= Directions for this task =
Reproduce every line in the material below that holds "Yardley".

= Data supplied =
---
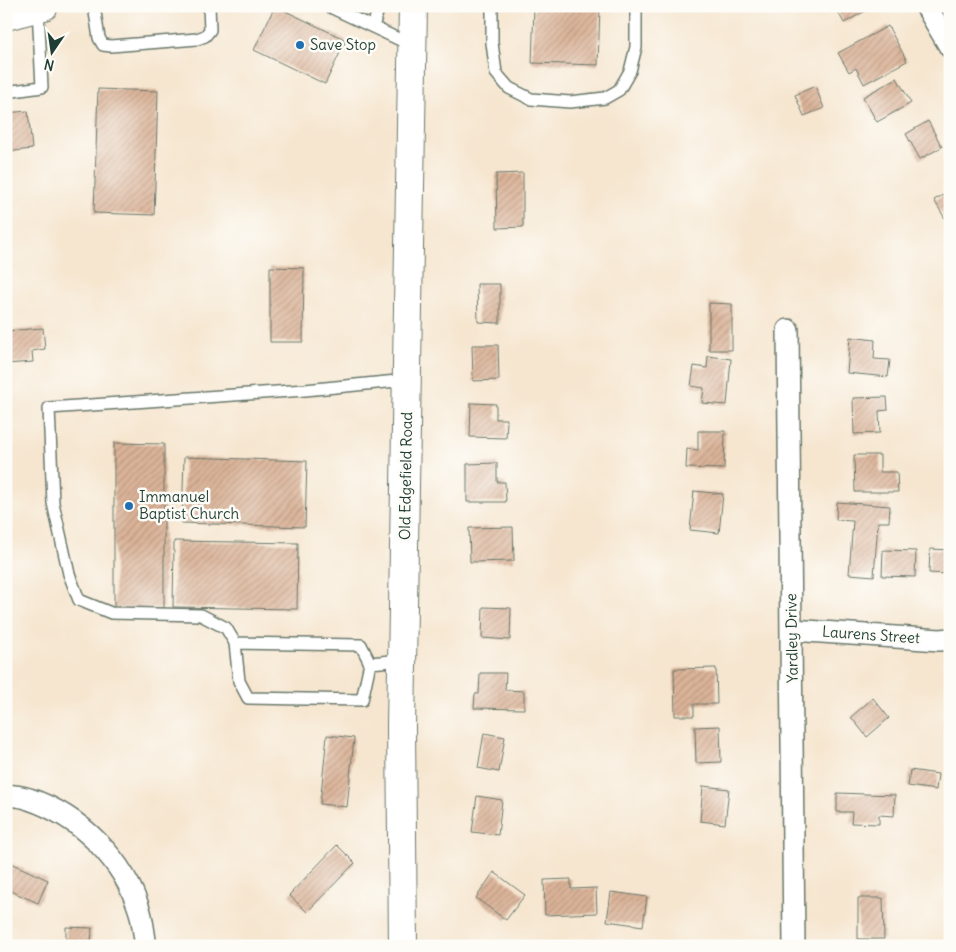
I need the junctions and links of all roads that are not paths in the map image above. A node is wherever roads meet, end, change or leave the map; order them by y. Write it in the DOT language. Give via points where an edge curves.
graph roads {
  1 [pos="94,6"];
  2 [pos="209,6"];
  3 [pos="328,6"];
  4 [pos="379,6"];
  5 [pos="413,6"];
  6 [pos="492,6"];
  7 [pos="636,6"];
  8 [pos="926,6"];
  9 [pos="41,7"];
  10 [pos="348,10"];
  11 [pos="6,16"];
  12 [pos="373,27"];
  13 [pos="412,46"];
  14 [pos="950,47"];
  15 [pos="6,92"];
  16 [pos="788,330"];
  17 [pos="407,380"];
  18 [pos="792,630"];
  19 [pos="950,639"];
  20 [pos="235,643"];
  21 [pos="402,660"];
  22 [pos="370,663"];
  23 [pos="6,795"];
  24 [pos="146,946"];
  25 [pos="403,946"];
  26 [pos="794,946"];
  1 -- 2 [label="lane" via="98,38 103,45 111,46 205,36 210,30"];
  3 -- 10 [label="lane"];
  4 -- 12 [label="lane"];
  5 -- 13 [label="street, Old Edgefield Road"];
  6 -- 7 [label="lane" via="496,73 509,88 532,99 570,102 605,98 619,90 630,70 636,48"];
  8 -- 14 [label="street"];
  9 -- 11 [label="street"];
  9 -- 15 [label="lane" via="42,87"];
  10 -- 12 [label="lane"];
  12 -- 13 [label="lane"];
  13 -- 17 [label="street, Old Edgefield Road"];
  16 -- 18 [label="street, Yardley Drive"];
  17 -- 20 [label="lane" via="48,408 53,503 69,574 79,600 111,613 201,615 226,628"];
  17 -- 21 [label="street, Old Edgefield Road"];
  18 -- 19 [label="street, Laurens Street"];
  18 -- 26 [label="street, Yardley Drive"];
  20 -- 22 [label="lane" via="361,645"];
  20 -- 22 [label="lane" via="239,681 248,698 362,700"];
  21 -- 22 [label="lane"];
  21 -- 25 [label="street, Old Edgefield Road"];
  23 -- 24 [label="street" via="28,798 51,808 90,834 106,851 132,891 140,912"];
}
---
= Result =
  16 -- 18 [label="street, Yardley Drive"];
  18 -- 26 [label="street, Yardley Drive"];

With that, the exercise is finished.